Ardengo Soffici, Kobilek, Vallecchi 1966 (141 pp.)
Vatti a ricordare dove e quando ho comprato questo libro. E soprattutto perché, dato che di Soffici sapevo pochissimo: che era toscano, vicino alle avanguardie storiche, animatore di riviste come “La Voce” e “Lacerba”, poi fascista della prim'ora (e anche dell'ultima, visto che non rinnegò mai il regime). Mi pareva di ricordare che fosse stato lui a smarrire il manoscritto dei “Canti Orfici” e che avesse scritto un romanzo, “Lemmonio Boreo”; qualche poesia sua mi era anche piaciucchiata.
Come al solito, l'occhio mi ci è caduto per caso, e senza una particolare ragione ho deciso di leggerlo.
“Kobilek” (prima edizione: 1918) è un diario di guerra, incentrato sulla battaglia della Bainsizza (agosto 1917), alla quale Soffici – interventista, arruolatosi volontario – partecipò come sottufficiale di fanteria, rimediandone anche una ferita.
Nel libro, ci sono tutti gli elementi che poi andranno a confluire nel fascismo: un confuso miscuglio di estetismo, elitismo, populismo, nazionalismo, vitalismo, antisocialismo, condito di invettive contro i barbari germanici e contro l'Italietta dei vecchi politici, incapaci di comprendere i “tempi nuovi”. La guerra è un dovere duro, ma necessario; gli ufficiali sono tutti nobili e coraggiosi; i fanti sono “veri italiani”, umili e buoni, privi della “luce della coscienza” (privilegio del colto intellettuale), ma altresì pronti all'estremo sacrificio, e se necessario vanno al combattimento “come a una festa”; tutti convivono in fraterno cameratismo; la battaglia è uno spettacolo grandioso ed epico; i pacifisti sono imboscati vigliacchi che gettano fango sugli eroici militi al fronte.
Eppure, dovessi fare un bilancio, direi, nonostante tutto, che “Kobilek” mi è piaciuto.
Sarà forse per la lingua svelta, rotonda, sonora, ancora un po' profumata di Ottocento, con qualche vezzo toscaneggiante qua e là.
Ma soprattutto perché, malgrado qualche tirata patriottarda, qualche accentuazione retorica e qualche caduta nel bozzettismo (abbastanza limitate, comunque, va detto), “Kobilek” è tutto sommato un libro onesto. Pur giustificandola, Soffici non nasconde nulla della guerra: la vita nelle trincee, i pidocchi, la fame, il rischio continuo della morte, l'orrore dei cadaveri, la paura dei bombardamenti, lo smarrimento di fronte alla soverchiante brutalità della battaglia, la pietà per i compagni caduti.

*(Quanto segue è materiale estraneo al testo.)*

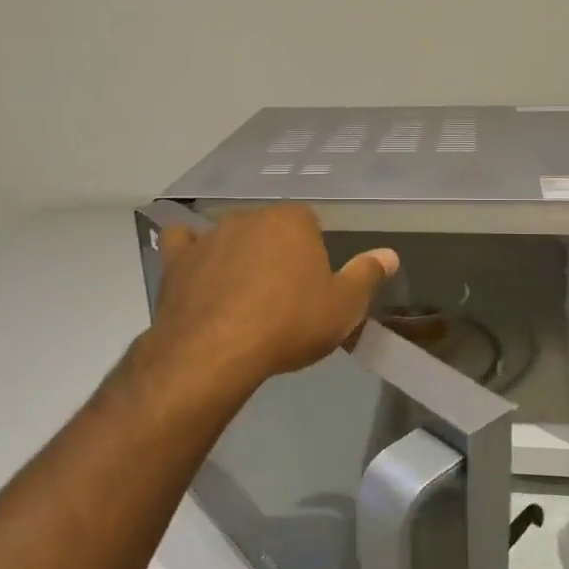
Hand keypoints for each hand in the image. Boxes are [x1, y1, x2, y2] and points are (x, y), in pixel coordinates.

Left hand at [146, 204, 398, 391]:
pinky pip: (183, 243)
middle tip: (282, 296)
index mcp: (292, 221)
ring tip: (242, 296)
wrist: (217, 351)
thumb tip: (390, 254)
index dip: (312, 255)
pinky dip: (190, 251)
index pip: (309, 225)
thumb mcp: (343, 307)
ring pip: (230, 237)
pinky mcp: (178, 260)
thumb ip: (367, 275)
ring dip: (238, 256)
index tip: (312, 287)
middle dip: (276, 253)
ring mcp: (209, 236)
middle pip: (269, 229)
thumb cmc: (289, 325)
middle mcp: (250, 217)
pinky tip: (195, 266)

Insomma, di letteratura antimilitarista ne ho letta tanta. Una volta tanto, sentire l'altra campana è stato interessante.
sulla Lettura
8 ore fa
1 commento:
ciao sergio.
pare di ricordare anche io che fu soffici a perdersi la mazzetta di campana, che in illo tempore dovette chiamarsi, se non erro, Il più lungo giorno.
Anche io ho letto qualche libro antimilitarista, molti di questi passano per l'obiezione di coscienza, anche se preferisco quando a parlare di guerra è chi l'ha fatta. spesso, se subita a lungo, la posizione dei combattenti è assolutamente avversa. bisogna vedere soffici quanta n'ha fatta. se per beccarsi una medaglia, o quanto basta per aborrirla.